Despite sweltering heat, well-wishers smiled, laughed and cried as family members and dignitaries, including Dame Quentin Bryce, Sydney radio personality Alan Jones as well as Deputy Mayor Tanya Milligan and colleague Jamie Simmonds shared stories and memories of Cr Jones.
The huge crowd featured a smattering of uniforms as schools, SES, Rural Fire Brigade, police, ambulance and others gathered to pay their final respects.
Cr Milligan led off the tributes, recounting how Cr Jones would joke with her while she underwent chemotherapy that he had more hair, however she would respond by pointing out her hair would at least grow back.
"I joked with Steve about putting the big girl's pants on and taking one for the team, well, this is it," Cr Milligan said.
"In 2011, we looked for leadership and strength, and we got that from Steve."
Talking about the success of the Grantham land swap, Cr Milligan said the project, which should have taken 'three years', was 'completed in four months under Steve'.
Cr Milligan spoke of the annual 'leadership camp' with Cr Jones, where members of the youth council visited Canberra.
"He had a genuine desire for young people, he would help drive the bus, and would also share stories and experiences with the kids."
Pastor Andrew Otte said he respected Cr Jones, particularly after the 2011 floods, when he worked to assist devastated communities.
"He genuinely cared and genuinely serviced this community, my respect for him rose to the maximum during those days," Pastor Otte said.
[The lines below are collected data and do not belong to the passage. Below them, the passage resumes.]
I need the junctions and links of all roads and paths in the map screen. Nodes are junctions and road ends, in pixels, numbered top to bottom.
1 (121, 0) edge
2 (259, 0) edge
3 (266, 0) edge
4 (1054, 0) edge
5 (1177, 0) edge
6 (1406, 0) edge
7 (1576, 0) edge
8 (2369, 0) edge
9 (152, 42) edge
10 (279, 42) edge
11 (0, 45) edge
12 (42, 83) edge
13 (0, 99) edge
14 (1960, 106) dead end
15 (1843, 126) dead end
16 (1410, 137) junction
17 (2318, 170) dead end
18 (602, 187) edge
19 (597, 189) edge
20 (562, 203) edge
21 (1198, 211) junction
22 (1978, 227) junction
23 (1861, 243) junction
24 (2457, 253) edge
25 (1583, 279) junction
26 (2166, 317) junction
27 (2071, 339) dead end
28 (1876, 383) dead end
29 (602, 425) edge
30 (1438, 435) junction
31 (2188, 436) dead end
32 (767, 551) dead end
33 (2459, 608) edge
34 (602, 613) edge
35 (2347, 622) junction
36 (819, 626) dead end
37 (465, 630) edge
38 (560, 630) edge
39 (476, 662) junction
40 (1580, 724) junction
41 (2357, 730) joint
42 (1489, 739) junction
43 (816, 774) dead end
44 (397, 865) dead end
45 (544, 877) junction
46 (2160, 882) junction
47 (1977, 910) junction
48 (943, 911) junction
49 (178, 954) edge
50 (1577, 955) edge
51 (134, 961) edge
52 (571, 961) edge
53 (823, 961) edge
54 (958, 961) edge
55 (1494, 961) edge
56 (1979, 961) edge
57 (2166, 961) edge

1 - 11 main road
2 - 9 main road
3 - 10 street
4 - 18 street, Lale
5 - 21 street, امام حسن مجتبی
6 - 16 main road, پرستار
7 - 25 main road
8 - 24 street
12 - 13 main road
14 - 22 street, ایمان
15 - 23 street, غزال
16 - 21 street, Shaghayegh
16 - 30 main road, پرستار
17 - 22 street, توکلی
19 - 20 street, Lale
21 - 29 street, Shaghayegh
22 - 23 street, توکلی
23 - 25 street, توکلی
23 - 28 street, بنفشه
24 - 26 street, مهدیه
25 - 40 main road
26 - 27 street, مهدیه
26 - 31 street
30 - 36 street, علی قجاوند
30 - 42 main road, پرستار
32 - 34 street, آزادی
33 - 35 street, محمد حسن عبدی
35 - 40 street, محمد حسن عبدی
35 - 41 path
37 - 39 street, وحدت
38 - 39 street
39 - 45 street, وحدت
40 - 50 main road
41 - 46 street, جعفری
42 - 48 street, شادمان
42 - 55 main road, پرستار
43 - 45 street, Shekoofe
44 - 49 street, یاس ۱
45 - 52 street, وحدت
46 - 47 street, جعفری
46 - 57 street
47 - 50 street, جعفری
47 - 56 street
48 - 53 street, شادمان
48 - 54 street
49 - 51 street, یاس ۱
Former Governor-General Dame Quentin Bryce said she was 'touched' by the invitation to speak at Cr Jones funeral, and described him as a 'beacon of hope and reassurance' to residents during and after the 2011 floods.
Alan Jones, prominent Sydney radio host, likened interviewing Cr Jones to 'interviewing a Category 5 cyclone'.
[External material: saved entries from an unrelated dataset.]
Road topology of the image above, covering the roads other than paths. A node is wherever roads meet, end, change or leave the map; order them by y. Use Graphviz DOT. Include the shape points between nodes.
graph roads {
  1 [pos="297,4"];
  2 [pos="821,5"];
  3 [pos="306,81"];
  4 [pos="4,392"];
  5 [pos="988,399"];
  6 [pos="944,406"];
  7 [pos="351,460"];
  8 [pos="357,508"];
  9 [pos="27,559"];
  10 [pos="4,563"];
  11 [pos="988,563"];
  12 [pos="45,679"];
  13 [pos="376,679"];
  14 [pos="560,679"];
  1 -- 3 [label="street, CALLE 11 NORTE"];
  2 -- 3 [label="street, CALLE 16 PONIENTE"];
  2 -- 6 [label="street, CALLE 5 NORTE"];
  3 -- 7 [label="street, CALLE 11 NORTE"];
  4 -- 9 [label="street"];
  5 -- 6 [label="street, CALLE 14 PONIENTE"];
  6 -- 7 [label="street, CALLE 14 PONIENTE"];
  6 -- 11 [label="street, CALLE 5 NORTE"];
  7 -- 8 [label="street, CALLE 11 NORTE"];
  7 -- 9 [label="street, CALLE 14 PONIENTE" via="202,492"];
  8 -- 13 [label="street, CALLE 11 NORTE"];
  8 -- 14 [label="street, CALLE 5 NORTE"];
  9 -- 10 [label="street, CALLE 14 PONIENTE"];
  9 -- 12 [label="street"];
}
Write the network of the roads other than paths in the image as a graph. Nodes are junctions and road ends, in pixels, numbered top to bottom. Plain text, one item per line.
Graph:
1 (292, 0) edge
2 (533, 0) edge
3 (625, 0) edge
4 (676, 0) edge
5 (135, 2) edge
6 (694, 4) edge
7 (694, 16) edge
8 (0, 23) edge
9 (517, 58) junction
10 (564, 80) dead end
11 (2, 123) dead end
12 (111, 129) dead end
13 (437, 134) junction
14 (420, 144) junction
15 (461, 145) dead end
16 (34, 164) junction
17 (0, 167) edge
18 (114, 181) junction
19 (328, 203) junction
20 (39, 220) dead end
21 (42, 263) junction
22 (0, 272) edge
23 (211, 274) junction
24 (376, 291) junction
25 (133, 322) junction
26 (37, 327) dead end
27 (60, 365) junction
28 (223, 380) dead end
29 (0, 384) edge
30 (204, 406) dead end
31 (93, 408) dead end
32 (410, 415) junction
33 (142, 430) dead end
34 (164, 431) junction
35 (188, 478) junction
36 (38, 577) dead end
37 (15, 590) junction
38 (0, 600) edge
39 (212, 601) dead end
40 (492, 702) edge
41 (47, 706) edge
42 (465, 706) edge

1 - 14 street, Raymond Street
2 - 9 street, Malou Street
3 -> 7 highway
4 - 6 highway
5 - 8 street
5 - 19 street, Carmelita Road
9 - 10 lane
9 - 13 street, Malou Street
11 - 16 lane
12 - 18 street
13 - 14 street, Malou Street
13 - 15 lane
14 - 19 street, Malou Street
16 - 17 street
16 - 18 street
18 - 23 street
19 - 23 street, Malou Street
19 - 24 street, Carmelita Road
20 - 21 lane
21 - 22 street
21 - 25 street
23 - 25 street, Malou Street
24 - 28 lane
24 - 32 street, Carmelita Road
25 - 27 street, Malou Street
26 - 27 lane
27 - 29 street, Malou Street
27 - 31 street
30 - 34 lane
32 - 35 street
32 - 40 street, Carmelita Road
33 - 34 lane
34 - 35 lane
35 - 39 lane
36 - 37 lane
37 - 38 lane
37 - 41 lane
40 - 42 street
"He made you want to have a beer with him," Mr Jones said.
"His speech was punctuated with words like 'no worries mate', 'she'll be right mate', I think he used the word mate more than anyone I have ever met, and the only difference was with Steve it was completely genuine."
Mr Jones said 'a nation loses its sense of direction when it forgets to carry a moral compass in its hand'.
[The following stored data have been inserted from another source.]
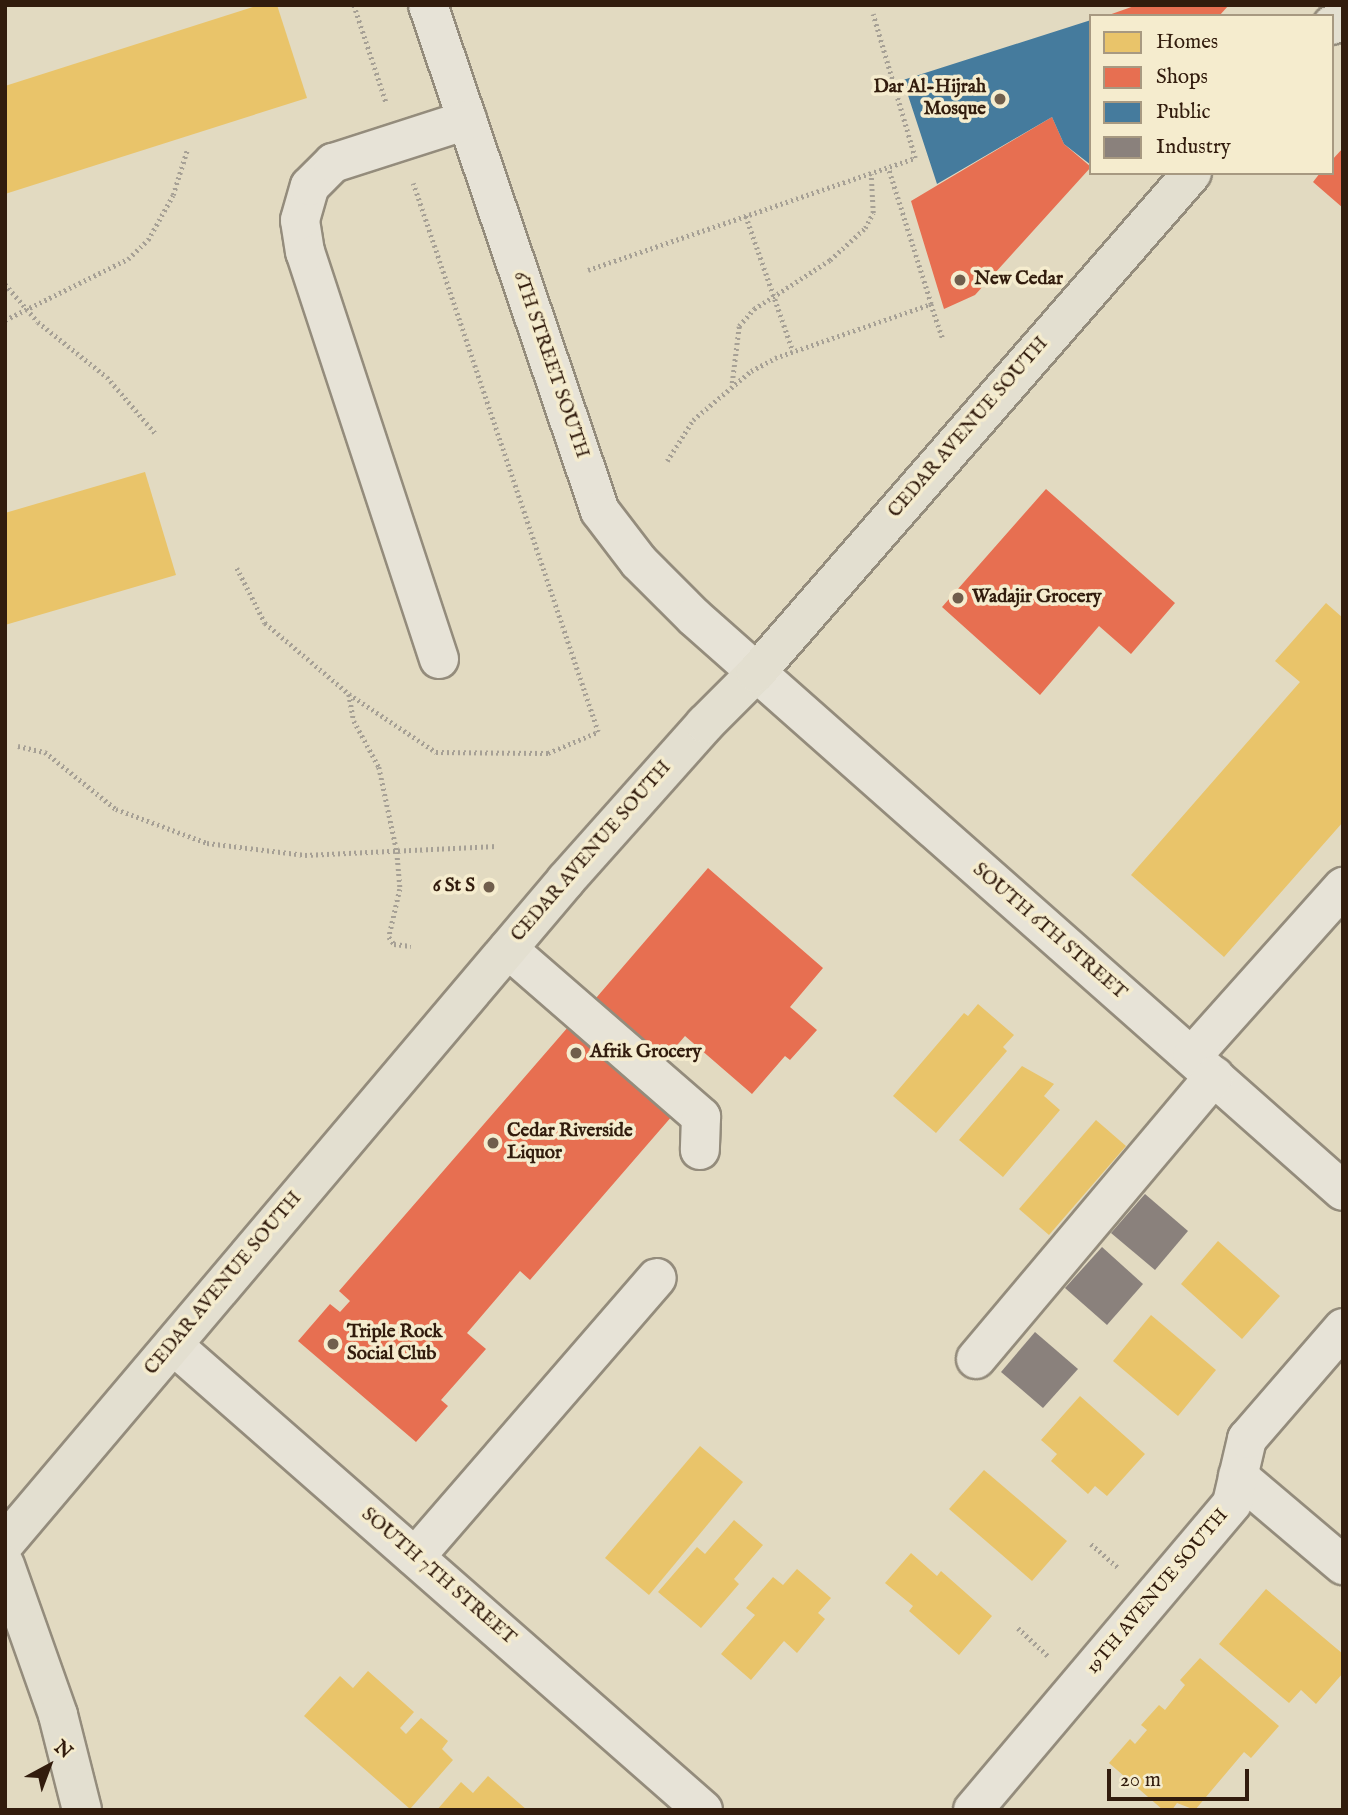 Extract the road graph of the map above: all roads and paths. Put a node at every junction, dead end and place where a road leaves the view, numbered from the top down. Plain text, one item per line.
1 (354, 5) edge
2 (428, 5) edge
3 (873, 14) dead end
4 (467, 120) junction
5 (399, 142) junction
6 (187, 150) dead end
7 (888, 168) junction
8 (871, 174) junction
9 (1190, 175) edge
10 (746, 216) junction
11 (588, 270) dead end
12 (5, 284) edge
13 (774, 296) junction
14 (931, 304) junction
15 (28, 310) junction
16 (5, 320) edge
17 (943, 339) dead end
18 (793, 351) junction
19 (732, 384) junction
20 (156, 434) dead end
21 (667, 461) dead end
22 (237, 568) dead end
23 (439, 659) dead end
24 (756, 673) junction
25 (349, 694) junction
26 (18, 746) dead end
27 (497, 846) dead end
28 (397, 852) junction
29 (1343, 887) edge
30 (411, 946) dead end
31 (508, 949) junction
32 (1203, 1066) junction
33 (700, 1150) dead end
34 (1343, 1191) edge
35 (657, 1278) dead end
36 (1343, 1328) edge
37 (173, 1345) junction
38 (976, 1359) dead end
39 (1238, 1476) junction
40 (5, 1543) edge
41 (1091, 1544) dead end
42 (415, 1557) junction
43 (5, 1565) edge
44 (1343, 1565) edge
45 (1128, 1576) dead end
46 (1018, 1628) dead end
47 (1053, 1660) dead end
48 (82, 1810) edge
49 (703, 1810) edge
50 (973, 1810) edge

1 - 5 path
2 - 4 street, 6TH STREET SOUTH
3 - 7 path
4 - 5 street
4 - 24 street, 6TH STREET SOUTH
5 - 23 street
5 - 25 path
6 - 15 path
7 - 8 path
7 - 14 path
8 - 10 path
8 - 13 path
9 - 24 main road, CEDAR AVENUE SOUTH
10 - 11 path
10 - 13 path
12 - 15 path
13 - 18 path
13 - 19 path
14 - 17 path
14 - 18 path
15 - 16 path
15 - 20 path
18 - 19 path
19 - 21 path
22 - 25 path
24 - 31 main road, CEDAR AVENUE SOUTH
24 - 32 street, SOUTH 6TH STREET
25 - 28 path
26 - 28 path
27 - 28 path
28 - 30 path
29 - 32 street
31 - 33 street
31 - 37 main road, CEDAR AVENUE SOUTH
32 - 34 street, SOUTH 6TH STREET
32 - 38 street
35 - 42 street
36 - 39 street, 19TH AVENUE SOUTH
37 - 40 main road, CEDAR AVENUE SOUTH
37 - 42 street, SOUTH 7TH STREET
39 - 44 street
39 - 50 street, 19TH AVENUE SOUTH
41 - 45 path
42 - 49 street, SOUTH 7TH STREET
43 - 48 main road
46 - 47 path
"Steve Jones was his own brand of moral compass, he touched our lives and gave us direction, reminded us about who we were, about hidden potential that lives inside all of us."
Referring to the death of British politician and statesman Lloyd George, Mr Jones said for those who barely knew him his death was the passing of a statesman but for those who knew him well it was like a giant oak tree crashing in the forest.
"A week ago, a giant oak tree crashed in the forest of the Lockyer Valley and the nation."
Jamie Simmonds, an LVRC strategy adviser, said he struck up an 'unusual' friendship with Cr Jones.
Referring to the fictitious NY Times bestselling book, 'A Beginners Guide To Working With Steve Jones; written by Jamie Simmonds', he said there three simple rules.
"The first rule says simple and direct communication is always best when working with Steve Jones, the second rule states always expect the unexpected when working with Steve Jones.
"The third rule in the book states simply, 'truth matters' and it always did for Steve."
His sons and daughter-in-law Stacey Ebert also shared their memories, Ms Ebert said he was reported as a 'great leader' and a 'mate' but very few people knew the family man.
"Steve lived well beyond his years," Ms Ebert said.